Task details – For the word "butt", determine how many lines of the entries below contain it, and give only that number.

Start of Data excerpts

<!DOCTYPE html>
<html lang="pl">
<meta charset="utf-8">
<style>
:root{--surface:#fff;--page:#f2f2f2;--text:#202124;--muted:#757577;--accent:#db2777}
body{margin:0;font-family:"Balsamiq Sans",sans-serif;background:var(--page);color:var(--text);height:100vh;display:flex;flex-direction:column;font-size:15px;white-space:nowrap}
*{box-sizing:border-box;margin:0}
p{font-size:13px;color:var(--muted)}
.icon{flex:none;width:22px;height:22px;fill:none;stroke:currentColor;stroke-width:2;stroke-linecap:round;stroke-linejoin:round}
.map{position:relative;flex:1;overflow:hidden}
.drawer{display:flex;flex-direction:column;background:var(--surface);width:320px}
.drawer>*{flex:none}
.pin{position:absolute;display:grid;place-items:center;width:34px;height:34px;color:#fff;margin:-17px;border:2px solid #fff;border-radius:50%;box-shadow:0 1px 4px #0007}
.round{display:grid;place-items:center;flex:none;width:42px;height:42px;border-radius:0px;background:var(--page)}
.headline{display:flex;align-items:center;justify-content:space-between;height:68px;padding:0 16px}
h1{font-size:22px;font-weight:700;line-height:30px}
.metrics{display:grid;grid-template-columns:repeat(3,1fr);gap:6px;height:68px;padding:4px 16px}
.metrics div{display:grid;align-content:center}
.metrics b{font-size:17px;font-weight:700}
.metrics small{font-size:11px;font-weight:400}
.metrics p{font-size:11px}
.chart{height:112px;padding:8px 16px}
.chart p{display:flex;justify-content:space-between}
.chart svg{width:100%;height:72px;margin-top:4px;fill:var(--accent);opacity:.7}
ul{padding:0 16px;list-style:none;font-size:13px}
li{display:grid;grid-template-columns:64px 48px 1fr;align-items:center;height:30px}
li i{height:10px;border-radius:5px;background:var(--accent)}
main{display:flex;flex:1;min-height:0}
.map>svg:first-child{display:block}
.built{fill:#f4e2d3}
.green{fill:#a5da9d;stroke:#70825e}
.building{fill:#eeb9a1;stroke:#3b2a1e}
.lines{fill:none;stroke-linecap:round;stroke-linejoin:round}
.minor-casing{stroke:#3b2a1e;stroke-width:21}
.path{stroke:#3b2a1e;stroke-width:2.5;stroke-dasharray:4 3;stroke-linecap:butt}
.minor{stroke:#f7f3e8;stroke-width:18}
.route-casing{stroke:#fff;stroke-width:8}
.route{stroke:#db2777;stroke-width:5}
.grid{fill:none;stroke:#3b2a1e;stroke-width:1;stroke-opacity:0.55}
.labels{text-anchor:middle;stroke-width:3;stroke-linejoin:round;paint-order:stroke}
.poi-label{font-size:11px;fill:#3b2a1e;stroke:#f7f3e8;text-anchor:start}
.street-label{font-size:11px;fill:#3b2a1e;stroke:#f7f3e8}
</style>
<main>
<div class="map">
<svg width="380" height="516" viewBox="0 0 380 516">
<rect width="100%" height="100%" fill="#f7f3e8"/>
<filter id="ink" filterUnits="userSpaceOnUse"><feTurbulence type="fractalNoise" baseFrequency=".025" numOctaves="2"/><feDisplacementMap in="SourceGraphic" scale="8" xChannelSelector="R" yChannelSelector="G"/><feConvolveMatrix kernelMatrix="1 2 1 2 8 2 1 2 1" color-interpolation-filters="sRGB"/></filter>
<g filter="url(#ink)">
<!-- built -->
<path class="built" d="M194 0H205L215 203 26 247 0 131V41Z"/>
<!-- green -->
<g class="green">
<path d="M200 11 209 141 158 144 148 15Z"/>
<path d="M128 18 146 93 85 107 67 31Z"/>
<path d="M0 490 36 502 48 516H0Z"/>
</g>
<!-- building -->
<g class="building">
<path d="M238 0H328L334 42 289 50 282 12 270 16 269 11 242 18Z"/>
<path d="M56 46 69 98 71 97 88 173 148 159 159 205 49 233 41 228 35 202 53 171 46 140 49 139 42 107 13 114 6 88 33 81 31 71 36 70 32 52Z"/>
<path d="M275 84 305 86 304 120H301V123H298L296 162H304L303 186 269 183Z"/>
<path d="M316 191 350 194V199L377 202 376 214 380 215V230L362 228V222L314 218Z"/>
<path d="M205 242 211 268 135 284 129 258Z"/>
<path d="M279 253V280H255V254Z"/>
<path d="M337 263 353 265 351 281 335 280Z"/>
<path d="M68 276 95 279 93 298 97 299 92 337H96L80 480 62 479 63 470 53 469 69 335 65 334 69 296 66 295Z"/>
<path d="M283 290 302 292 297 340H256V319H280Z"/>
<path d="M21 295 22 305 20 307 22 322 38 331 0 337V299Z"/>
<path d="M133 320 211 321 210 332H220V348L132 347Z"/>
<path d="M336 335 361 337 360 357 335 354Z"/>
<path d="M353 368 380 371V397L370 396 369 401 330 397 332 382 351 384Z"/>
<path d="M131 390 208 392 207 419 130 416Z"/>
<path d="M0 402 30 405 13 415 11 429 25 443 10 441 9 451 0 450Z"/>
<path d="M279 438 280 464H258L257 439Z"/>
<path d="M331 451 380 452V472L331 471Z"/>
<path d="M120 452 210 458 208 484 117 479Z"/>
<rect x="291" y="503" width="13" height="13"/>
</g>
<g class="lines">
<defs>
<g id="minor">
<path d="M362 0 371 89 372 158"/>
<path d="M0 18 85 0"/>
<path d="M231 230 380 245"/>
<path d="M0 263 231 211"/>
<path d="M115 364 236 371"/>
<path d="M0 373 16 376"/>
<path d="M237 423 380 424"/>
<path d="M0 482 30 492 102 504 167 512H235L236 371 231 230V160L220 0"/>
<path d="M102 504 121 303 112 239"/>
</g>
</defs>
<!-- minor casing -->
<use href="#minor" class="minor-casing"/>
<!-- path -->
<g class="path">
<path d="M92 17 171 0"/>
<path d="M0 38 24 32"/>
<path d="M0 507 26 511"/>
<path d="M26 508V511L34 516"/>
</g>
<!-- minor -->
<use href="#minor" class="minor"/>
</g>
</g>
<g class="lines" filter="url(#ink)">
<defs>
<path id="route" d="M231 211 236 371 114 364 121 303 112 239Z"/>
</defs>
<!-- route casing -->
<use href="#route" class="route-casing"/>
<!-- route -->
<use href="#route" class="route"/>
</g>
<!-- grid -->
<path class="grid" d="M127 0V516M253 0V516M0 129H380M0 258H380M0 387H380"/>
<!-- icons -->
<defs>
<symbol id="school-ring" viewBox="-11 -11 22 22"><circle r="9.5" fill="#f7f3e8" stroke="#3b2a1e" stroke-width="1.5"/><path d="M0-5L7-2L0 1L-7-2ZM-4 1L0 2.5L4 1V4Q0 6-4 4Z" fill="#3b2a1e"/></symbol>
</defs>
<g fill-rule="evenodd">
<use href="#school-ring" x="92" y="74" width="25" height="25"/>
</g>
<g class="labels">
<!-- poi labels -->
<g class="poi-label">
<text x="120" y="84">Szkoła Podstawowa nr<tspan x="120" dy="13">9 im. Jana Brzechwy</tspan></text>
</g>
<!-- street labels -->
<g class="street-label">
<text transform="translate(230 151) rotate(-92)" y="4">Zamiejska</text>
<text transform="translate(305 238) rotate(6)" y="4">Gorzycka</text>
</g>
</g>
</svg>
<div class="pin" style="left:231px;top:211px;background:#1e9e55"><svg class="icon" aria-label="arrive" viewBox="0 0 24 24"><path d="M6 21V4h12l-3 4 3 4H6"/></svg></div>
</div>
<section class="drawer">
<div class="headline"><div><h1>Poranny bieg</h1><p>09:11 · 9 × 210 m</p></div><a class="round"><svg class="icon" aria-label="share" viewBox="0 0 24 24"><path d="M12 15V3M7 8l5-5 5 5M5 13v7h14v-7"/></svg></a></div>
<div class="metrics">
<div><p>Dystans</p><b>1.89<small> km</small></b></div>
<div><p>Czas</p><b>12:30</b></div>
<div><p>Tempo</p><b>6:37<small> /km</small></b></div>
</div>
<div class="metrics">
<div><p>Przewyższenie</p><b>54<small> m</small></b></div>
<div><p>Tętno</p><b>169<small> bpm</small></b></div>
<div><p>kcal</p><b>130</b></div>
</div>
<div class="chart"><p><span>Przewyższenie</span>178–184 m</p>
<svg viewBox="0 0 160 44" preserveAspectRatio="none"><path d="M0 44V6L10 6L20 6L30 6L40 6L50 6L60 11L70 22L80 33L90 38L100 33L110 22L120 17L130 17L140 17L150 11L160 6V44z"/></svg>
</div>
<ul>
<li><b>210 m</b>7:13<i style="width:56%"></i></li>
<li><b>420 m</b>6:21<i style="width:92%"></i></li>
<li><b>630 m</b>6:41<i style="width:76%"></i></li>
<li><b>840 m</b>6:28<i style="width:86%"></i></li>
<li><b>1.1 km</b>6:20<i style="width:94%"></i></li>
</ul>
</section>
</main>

End of Data excerpts
Start of Data excerpts

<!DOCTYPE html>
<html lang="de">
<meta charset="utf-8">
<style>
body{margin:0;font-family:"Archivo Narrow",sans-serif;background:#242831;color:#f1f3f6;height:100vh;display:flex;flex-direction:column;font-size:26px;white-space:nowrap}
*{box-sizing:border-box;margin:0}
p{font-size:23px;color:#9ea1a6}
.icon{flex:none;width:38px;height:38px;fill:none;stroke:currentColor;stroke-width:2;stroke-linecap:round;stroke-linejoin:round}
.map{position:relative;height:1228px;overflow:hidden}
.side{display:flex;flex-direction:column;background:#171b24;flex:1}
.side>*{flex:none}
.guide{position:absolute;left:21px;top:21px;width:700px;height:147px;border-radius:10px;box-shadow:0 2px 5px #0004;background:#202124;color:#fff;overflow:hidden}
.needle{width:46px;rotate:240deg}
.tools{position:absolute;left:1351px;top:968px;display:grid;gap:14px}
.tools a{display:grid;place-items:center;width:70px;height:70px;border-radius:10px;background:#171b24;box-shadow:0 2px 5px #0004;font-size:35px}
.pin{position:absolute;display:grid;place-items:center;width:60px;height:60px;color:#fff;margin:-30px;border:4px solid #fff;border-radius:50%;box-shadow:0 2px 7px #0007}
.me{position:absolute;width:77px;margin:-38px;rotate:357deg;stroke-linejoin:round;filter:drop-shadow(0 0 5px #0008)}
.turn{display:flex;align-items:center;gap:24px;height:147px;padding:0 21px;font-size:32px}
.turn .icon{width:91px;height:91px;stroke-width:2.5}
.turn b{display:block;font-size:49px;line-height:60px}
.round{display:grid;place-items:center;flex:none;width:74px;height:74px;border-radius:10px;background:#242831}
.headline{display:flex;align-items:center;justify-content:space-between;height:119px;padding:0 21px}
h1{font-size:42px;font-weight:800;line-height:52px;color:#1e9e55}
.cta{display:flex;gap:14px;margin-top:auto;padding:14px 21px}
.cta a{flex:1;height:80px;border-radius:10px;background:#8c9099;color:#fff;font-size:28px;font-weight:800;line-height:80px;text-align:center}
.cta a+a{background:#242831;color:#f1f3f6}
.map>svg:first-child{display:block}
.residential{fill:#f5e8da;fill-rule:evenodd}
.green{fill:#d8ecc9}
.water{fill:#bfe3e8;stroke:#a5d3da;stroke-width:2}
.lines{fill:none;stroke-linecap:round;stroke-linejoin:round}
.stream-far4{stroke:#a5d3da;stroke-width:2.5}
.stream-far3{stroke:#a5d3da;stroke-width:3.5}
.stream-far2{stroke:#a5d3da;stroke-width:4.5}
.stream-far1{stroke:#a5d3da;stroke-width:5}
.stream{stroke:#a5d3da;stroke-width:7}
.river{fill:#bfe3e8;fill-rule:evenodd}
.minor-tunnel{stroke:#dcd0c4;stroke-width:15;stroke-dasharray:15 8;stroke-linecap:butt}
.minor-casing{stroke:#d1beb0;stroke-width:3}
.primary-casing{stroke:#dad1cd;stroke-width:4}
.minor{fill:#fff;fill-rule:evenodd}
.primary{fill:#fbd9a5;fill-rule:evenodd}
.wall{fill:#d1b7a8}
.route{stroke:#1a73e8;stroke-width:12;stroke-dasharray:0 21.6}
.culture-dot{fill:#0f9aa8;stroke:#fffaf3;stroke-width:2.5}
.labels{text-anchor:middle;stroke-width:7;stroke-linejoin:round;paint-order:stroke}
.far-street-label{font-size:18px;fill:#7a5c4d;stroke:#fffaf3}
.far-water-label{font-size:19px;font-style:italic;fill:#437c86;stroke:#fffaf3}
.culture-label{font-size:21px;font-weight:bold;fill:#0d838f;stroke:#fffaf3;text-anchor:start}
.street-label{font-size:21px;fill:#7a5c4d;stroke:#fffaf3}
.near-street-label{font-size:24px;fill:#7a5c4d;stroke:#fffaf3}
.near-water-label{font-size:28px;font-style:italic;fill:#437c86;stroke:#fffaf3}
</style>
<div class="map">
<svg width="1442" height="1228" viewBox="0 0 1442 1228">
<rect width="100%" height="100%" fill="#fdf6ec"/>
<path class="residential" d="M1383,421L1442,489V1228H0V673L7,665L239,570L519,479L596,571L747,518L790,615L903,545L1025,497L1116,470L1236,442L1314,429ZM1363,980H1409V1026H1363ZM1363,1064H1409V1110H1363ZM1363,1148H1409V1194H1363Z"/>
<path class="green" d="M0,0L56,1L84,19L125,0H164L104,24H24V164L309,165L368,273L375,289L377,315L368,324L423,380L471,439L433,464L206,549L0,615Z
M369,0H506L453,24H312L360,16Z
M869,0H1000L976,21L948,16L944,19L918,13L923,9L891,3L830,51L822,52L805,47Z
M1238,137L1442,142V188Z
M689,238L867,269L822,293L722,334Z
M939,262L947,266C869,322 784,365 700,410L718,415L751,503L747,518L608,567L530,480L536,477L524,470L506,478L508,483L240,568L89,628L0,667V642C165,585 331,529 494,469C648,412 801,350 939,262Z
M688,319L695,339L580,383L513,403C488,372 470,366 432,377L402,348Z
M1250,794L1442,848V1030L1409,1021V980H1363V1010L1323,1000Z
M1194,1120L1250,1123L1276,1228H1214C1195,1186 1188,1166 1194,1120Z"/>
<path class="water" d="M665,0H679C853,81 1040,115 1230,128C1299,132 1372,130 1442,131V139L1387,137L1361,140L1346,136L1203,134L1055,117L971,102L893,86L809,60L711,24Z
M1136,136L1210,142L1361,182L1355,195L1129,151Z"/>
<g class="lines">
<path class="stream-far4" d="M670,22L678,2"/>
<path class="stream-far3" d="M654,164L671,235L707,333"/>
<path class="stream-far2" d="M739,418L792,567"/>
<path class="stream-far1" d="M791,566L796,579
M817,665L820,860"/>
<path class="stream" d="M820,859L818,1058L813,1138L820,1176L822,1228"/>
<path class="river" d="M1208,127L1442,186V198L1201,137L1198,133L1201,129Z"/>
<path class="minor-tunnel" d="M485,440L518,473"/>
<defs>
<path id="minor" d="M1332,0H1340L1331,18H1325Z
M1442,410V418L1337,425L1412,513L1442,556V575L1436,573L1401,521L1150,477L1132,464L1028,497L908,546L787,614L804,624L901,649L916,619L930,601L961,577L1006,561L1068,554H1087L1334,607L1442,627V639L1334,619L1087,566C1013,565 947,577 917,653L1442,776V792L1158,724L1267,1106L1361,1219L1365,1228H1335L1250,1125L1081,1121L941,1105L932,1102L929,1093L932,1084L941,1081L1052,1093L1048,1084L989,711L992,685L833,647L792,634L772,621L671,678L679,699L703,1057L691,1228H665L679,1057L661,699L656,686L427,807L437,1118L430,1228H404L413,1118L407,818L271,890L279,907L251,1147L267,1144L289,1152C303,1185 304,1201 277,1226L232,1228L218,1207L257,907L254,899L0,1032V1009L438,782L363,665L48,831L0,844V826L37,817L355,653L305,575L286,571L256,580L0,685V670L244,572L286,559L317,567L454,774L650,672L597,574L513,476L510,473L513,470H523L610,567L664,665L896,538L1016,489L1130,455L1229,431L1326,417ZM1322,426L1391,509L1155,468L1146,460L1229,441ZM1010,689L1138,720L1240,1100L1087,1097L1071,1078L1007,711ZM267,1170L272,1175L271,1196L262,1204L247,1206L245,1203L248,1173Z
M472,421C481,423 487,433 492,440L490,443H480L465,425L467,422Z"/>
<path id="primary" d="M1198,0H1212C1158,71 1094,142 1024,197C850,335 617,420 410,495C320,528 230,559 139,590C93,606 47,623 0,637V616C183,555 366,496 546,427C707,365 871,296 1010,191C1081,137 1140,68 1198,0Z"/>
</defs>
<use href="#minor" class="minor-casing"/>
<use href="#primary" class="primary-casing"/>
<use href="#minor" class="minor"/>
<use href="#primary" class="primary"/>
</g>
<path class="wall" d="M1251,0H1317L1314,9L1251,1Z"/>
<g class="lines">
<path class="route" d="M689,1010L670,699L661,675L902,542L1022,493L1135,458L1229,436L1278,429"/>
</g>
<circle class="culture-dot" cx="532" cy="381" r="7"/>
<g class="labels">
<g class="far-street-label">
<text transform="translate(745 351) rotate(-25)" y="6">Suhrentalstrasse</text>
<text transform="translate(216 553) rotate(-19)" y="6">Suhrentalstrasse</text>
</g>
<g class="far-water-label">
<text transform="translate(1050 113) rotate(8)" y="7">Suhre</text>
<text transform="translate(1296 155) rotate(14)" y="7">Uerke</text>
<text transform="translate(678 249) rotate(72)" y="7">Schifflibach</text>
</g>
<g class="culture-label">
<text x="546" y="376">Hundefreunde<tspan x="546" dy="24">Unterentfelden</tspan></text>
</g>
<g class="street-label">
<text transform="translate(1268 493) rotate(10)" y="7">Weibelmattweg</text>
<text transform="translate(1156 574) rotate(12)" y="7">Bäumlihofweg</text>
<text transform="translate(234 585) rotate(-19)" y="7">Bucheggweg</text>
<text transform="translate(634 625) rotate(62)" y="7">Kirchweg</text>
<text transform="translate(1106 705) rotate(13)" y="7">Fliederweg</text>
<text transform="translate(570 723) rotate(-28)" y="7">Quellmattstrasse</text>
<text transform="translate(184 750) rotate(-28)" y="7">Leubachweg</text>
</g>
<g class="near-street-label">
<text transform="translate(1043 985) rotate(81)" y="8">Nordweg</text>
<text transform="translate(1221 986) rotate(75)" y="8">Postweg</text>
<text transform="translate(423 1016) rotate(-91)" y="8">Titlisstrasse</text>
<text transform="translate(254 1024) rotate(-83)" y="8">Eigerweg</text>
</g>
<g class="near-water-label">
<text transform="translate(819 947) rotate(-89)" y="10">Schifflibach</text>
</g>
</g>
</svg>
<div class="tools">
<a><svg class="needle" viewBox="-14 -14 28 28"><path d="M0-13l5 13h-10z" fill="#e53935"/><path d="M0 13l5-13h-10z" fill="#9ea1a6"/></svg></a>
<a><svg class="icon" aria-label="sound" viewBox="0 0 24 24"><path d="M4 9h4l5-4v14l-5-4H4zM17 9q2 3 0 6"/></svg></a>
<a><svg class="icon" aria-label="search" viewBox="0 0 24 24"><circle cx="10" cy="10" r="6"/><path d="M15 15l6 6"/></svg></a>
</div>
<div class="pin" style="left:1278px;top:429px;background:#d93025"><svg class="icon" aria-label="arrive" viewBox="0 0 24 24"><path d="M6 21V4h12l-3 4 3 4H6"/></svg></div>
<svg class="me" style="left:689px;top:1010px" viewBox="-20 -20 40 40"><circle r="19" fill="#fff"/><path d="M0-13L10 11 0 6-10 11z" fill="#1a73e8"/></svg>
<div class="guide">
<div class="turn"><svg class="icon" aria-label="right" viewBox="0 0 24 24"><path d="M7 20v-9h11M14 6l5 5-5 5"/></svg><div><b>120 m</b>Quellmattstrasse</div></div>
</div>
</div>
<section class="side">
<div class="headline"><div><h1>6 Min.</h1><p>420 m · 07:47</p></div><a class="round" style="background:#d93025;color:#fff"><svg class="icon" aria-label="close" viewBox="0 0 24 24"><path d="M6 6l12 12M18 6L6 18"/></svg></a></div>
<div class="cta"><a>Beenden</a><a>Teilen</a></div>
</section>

End of Data excerpts

Solution for this task – 2